Isn't that an axiom of Perl? Laziness wins, so let the compiler and runtime and libraries do the work so that lazy people will still get their jobs done well?

The question is "What do you encourage?" Which design decisions does your language allow people to make with the least friction? (Leave out the people who distrust arrays and so they use the filesystem to process aggregate data structures, line by line—I've seen this, but not in Perl. These people need more help than language design; this is active malice and hostility toward programming and programmers.)

I come back to the example of Moose because it's a great example. Moose doesn't explicitly say the right way to handle instance variables is through accessors, even though that's probably the best way to handle instance variables. Moose also doesn't explicitly say that the best way to initialize instance variables is through named parameters passed to a constructor, even though that's a great approach. Instead, Moose makes those seem natural and easy such that you must be actively malicious (or be very curious, or have very specific, special needs in your project) to stumble upon a different approach.

Moose doesn't explicitly teach encapsulation is good! I'm not sure how well you can teach that, until the student has experienced the problem of poor encapsulation. Even so, you can teach the student good habits and you can hope that osmosis will drill in the point that encapsulation of instance variables leads to fewer problems.

Compare that to the Perl 5 documentation about how you can bless any type of reference, how you can manipulate data structures, and—oh, look over there at that blessed typeglob in core libraries!

The old Perl 5 way of doing something special when you need something different than default is to cram something else in a C-shaped box to fit the C-shaped prejudice of the core Perl 5 VM. After all, experienced C programmers know that an object is just a struct with an extra pointer hanging off it for method dispatch. (Larry has since resolved not to borrow features from Python wholesale.)
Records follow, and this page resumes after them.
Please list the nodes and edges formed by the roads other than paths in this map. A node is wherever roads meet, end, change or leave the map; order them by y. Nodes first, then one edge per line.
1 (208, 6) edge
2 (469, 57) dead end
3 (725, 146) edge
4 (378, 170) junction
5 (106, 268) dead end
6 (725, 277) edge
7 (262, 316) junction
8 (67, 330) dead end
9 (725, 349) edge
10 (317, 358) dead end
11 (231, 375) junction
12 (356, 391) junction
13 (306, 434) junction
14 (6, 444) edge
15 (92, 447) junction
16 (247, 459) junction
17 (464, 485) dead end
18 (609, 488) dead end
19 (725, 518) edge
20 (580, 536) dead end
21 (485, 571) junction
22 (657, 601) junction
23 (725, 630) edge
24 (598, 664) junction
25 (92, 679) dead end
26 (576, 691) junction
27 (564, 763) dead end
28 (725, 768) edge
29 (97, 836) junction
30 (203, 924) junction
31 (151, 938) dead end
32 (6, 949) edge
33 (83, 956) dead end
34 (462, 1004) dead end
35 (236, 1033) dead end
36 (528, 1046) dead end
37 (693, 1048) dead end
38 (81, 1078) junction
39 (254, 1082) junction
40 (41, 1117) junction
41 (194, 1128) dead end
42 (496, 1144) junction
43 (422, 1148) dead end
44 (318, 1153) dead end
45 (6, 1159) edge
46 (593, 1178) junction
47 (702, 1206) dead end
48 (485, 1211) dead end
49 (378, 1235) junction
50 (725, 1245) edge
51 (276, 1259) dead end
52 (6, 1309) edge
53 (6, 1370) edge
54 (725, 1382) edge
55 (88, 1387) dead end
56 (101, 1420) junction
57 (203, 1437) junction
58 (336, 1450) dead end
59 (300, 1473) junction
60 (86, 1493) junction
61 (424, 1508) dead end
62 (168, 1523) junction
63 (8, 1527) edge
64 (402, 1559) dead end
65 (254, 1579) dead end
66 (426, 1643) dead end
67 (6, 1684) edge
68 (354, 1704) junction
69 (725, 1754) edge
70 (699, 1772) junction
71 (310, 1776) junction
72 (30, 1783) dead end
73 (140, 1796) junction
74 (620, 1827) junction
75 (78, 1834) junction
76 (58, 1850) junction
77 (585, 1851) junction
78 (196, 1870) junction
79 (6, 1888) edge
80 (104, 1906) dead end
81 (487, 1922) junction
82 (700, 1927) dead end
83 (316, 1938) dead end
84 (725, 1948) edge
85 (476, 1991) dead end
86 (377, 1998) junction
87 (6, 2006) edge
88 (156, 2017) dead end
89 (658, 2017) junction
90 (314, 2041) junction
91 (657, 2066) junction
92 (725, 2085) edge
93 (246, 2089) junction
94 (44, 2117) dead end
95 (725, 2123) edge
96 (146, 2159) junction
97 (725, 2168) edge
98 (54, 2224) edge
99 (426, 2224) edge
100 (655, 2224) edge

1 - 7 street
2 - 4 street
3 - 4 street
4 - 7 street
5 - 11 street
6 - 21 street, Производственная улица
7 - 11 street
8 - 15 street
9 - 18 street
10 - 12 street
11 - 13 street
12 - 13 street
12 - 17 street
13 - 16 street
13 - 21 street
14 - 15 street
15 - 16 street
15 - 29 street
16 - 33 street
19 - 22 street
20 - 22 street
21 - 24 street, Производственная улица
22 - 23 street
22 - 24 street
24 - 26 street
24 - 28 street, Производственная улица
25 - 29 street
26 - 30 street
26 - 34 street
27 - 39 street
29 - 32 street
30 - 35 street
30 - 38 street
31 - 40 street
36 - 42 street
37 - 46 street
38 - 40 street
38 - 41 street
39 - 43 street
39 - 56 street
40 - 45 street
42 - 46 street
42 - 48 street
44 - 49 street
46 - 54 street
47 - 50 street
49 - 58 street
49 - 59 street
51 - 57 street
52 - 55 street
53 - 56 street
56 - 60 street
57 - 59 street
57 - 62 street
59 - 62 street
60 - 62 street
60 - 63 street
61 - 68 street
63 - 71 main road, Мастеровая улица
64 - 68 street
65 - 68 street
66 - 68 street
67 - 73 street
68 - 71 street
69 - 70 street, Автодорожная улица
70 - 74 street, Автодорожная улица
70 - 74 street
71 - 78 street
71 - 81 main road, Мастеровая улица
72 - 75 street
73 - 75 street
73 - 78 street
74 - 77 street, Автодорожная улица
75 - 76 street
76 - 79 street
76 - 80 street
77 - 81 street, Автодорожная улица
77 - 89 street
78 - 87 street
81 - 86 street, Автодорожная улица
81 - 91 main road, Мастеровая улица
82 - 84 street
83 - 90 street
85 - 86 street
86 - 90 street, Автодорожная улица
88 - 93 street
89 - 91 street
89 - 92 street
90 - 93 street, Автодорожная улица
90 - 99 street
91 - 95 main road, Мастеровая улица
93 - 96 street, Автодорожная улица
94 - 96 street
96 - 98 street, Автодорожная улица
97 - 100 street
(Incidentally, this is why many novice programmers who've just learned Ruby think that Ruby is more flexible than Perl: Perl 5's Perlish API for metaprogramming is horribly ugly because of early and foolish consistencies. Even so, Perl 5 lets you manipulate more things than Ruby does because while ugly is skin deep, its manipulexity is chromosonal.)

The Moose approach is simpler: there's an official metaobject protocol with a very Perlish interface and no distinction between the Perl side and the C side. (You can't teach consistency either, but you can certainly demonstrate its presence and its absence.)

The lesson from all of this is simple: if you want to help the lazy programmers in the middle of the spectrum, make their lives easier by making the right thing so easy to do that their laziness will prevent them from doing the wrong things.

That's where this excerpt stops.